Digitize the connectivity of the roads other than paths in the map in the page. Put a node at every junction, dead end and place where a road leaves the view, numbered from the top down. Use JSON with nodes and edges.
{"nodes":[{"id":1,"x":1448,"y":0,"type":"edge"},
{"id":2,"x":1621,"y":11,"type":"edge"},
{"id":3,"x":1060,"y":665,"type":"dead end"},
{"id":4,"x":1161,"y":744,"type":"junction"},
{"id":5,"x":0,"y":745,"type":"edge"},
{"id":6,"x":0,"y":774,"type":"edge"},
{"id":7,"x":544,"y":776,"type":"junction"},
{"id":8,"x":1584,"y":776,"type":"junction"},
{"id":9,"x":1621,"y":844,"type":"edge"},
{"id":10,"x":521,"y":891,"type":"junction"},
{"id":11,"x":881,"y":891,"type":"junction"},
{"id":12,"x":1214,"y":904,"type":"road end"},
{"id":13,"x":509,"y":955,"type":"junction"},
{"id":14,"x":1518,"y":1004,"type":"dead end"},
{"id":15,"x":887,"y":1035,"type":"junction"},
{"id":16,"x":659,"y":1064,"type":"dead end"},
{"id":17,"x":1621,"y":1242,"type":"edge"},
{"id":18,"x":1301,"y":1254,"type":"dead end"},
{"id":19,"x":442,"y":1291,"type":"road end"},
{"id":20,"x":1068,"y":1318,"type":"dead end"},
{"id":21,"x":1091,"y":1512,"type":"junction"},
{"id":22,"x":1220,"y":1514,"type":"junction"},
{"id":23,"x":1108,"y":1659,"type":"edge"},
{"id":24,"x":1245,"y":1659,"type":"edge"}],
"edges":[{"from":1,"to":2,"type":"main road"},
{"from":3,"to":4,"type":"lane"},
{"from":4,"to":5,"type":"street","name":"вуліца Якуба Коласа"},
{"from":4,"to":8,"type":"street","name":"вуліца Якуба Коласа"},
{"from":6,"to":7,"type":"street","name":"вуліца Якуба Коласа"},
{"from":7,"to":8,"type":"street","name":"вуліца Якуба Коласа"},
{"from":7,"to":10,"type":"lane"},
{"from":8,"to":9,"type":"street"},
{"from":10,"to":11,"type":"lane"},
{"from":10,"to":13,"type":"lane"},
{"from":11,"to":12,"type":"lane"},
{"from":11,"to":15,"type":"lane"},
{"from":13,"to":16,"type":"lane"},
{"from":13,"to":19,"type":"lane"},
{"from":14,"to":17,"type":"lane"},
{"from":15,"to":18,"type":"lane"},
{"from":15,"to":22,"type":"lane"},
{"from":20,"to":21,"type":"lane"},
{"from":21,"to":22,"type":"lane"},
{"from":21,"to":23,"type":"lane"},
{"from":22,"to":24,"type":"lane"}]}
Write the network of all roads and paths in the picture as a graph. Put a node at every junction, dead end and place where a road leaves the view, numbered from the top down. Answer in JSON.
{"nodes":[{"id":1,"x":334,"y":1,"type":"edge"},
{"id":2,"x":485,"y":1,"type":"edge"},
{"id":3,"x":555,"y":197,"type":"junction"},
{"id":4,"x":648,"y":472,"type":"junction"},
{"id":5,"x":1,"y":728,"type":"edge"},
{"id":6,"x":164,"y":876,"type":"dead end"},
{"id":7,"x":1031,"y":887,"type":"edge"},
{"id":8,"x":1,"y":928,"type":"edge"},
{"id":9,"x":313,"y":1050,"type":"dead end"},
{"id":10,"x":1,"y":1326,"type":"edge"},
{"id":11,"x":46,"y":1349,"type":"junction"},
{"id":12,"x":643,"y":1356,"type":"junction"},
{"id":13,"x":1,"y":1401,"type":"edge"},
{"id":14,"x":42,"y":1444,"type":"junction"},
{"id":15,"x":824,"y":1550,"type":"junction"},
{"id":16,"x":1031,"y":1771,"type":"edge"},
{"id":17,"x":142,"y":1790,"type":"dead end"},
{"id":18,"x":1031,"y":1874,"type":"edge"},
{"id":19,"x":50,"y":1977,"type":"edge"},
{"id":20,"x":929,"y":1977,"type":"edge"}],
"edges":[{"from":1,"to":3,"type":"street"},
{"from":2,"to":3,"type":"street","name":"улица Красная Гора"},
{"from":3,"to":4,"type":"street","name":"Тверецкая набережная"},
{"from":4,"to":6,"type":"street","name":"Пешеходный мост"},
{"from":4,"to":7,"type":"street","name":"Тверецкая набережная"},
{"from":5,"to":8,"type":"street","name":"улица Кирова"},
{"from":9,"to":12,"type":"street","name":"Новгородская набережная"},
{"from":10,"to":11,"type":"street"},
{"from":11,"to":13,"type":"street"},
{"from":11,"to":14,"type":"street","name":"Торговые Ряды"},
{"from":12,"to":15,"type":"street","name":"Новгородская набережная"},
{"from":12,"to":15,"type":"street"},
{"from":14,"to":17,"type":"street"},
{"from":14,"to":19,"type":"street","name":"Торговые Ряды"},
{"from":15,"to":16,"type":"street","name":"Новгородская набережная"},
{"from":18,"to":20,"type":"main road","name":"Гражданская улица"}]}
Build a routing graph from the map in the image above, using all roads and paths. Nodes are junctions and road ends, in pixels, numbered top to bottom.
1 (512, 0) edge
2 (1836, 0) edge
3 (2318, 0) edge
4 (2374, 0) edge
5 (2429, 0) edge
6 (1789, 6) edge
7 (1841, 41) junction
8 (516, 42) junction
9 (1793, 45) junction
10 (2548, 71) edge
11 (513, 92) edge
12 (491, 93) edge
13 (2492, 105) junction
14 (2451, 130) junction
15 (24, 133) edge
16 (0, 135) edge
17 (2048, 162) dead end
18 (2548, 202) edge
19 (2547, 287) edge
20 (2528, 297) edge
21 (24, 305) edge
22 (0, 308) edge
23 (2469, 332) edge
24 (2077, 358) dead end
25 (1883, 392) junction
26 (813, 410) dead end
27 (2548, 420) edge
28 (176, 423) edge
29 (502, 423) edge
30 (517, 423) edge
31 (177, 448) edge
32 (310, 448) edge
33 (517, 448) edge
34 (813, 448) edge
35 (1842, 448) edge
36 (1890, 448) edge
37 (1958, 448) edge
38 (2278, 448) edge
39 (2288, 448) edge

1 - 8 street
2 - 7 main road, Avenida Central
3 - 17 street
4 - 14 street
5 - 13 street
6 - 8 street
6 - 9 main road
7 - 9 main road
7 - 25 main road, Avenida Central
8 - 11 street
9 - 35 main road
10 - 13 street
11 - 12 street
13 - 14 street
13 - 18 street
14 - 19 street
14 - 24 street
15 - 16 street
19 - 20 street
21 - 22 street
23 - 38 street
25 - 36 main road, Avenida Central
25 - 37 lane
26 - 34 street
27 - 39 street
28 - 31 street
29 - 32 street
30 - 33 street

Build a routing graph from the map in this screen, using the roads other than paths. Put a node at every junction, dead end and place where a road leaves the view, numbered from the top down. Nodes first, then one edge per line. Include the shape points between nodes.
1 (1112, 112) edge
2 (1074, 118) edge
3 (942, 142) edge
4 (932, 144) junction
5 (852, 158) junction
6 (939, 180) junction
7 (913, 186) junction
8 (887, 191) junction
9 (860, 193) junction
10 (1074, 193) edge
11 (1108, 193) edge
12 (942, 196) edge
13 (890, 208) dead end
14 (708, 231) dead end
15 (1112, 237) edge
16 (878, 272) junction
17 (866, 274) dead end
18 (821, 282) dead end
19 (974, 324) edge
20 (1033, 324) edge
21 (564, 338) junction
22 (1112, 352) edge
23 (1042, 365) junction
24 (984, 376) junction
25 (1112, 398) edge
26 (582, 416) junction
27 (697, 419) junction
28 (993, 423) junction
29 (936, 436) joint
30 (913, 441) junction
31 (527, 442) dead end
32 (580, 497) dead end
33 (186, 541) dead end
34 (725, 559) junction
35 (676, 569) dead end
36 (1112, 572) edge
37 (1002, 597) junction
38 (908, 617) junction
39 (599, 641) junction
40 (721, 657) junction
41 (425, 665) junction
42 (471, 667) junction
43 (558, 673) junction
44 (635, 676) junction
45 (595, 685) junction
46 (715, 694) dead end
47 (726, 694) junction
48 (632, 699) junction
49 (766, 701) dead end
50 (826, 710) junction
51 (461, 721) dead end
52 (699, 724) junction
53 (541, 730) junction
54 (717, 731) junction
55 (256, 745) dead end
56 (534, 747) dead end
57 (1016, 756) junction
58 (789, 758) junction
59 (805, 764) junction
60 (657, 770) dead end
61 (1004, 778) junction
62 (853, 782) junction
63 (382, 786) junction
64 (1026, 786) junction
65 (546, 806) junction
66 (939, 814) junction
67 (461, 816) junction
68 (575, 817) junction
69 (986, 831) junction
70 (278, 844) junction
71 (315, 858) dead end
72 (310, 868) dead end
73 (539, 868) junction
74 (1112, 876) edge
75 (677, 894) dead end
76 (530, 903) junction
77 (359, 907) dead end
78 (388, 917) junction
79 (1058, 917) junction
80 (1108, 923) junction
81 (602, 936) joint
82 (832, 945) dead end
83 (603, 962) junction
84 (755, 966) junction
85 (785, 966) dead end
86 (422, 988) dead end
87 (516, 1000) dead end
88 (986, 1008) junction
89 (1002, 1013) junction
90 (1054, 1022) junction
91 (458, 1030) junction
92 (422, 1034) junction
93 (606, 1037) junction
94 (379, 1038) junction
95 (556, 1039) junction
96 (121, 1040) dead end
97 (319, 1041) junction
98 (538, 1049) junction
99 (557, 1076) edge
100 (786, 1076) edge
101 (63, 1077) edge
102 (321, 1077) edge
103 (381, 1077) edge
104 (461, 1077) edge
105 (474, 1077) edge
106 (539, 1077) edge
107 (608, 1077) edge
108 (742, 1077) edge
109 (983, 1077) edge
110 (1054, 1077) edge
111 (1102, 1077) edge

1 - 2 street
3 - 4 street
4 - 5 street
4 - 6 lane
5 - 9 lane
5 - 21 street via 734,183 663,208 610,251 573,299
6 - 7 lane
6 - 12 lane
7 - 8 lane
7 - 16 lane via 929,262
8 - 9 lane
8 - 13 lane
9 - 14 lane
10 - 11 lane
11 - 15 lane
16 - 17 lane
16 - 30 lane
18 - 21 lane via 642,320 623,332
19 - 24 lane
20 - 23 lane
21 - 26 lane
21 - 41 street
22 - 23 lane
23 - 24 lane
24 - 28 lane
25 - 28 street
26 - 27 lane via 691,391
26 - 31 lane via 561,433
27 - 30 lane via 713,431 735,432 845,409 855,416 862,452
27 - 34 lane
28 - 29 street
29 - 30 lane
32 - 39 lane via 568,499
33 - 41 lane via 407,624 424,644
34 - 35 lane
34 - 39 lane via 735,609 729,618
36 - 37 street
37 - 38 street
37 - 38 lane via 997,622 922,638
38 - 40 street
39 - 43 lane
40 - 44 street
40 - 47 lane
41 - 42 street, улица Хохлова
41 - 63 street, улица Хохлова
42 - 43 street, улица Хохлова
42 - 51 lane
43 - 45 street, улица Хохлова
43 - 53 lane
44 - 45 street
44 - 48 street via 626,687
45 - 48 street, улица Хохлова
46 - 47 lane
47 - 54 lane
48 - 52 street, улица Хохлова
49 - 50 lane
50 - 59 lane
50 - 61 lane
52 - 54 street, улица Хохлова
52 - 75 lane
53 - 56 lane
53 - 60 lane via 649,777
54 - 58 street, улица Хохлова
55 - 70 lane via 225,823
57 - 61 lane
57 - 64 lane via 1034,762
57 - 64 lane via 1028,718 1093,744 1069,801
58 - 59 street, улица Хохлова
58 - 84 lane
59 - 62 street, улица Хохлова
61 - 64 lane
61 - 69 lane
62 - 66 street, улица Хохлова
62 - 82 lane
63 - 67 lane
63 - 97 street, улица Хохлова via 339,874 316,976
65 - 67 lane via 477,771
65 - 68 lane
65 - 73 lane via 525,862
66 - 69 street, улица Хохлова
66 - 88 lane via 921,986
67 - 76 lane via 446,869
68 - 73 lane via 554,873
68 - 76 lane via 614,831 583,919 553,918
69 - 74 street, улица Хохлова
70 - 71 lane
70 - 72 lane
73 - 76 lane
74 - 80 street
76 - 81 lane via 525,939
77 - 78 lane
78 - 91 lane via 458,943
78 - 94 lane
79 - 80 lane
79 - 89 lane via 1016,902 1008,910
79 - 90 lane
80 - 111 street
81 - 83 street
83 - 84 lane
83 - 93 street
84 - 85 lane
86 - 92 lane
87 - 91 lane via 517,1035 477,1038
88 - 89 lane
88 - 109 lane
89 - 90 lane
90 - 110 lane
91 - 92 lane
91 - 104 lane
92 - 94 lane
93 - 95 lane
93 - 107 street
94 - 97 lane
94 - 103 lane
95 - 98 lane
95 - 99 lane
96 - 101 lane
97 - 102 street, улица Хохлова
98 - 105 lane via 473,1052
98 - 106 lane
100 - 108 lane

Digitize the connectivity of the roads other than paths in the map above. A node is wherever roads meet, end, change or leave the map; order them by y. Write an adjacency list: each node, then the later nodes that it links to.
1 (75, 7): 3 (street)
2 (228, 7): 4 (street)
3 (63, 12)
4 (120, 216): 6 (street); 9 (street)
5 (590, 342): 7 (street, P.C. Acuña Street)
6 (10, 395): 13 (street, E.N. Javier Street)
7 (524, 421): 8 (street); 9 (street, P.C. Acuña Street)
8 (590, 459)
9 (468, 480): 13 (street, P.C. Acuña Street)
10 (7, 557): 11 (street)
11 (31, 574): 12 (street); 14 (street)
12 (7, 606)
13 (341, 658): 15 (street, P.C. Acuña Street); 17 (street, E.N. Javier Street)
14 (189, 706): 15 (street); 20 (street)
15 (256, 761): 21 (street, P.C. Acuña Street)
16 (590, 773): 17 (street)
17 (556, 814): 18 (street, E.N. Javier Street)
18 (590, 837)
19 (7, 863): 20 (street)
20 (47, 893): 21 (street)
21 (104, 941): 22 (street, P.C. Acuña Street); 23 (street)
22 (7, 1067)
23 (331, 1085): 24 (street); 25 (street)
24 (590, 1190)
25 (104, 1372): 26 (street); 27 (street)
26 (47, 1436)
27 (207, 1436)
****************
INSTRUCTIONS FOR THE TASK:
Look for the word "place". Copy out every line of the data that has it.

SOLUTION BELOW:
Digitize the connectivity of the roads other than paths in the map in the page. Put a node at every junction, dead end and place where a road leaves the view, numbered from the top down. Use JSON with nodes and edges.
Write the network of all roads and paths in the picture as a graph. Put a node at every junction, dead end and place where a road leaves the view, numbered from the top down. Answer in JSON.
Build a routing graph from the map in this screen, using the roads other than paths. Put a node at every junction, dead end and place where a road leaves the view, numbered from the top down. Nodes first, then one edge per line. Include the shape points between nodes.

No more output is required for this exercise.